• [PROBLEM STATEMENT]:
Output all of the records exactly, word for word.

• [RECORDS FOR THE TASK]:
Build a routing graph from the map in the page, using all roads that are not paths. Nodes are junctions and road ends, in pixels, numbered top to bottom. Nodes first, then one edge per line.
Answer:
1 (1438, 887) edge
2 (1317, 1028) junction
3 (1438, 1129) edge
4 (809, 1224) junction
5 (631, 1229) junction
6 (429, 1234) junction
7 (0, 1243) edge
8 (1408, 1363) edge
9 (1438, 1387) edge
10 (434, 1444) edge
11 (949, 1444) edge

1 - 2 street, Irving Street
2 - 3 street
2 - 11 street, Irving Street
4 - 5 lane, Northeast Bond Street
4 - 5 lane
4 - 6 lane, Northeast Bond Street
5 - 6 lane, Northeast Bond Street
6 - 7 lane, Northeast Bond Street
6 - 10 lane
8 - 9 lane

• [TASK ANSWER]:
Build a routing graph from the map in the page, using all roads that are not paths. Nodes are junctions and road ends, in pixels, numbered top to bottom. Nodes first, then one edge per line.
Answer:
1 (1438, 887) edge
2 (1317, 1028) junction
3 (1438, 1129) edge
4 (809, 1224) junction
5 (631, 1229) junction
6 (429, 1234) junction
7 (0, 1243) edge
8 (1408, 1363) edge
9 (1438, 1387) edge
10 (434, 1444) edge
11 (949, 1444) edge

1 - 2 street, Irving Street
2 - 3 street
2 - 11 street, Irving Street
4 - 5 lane, Northeast Bond Street
4 - 5 lane
4 - 6 lane, Northeast Bond Street
5 - 6 lane, Northeast Bond Street
6 - 7 lane, Northeast Bond Street
6 - 10 lane
8 - 9 lane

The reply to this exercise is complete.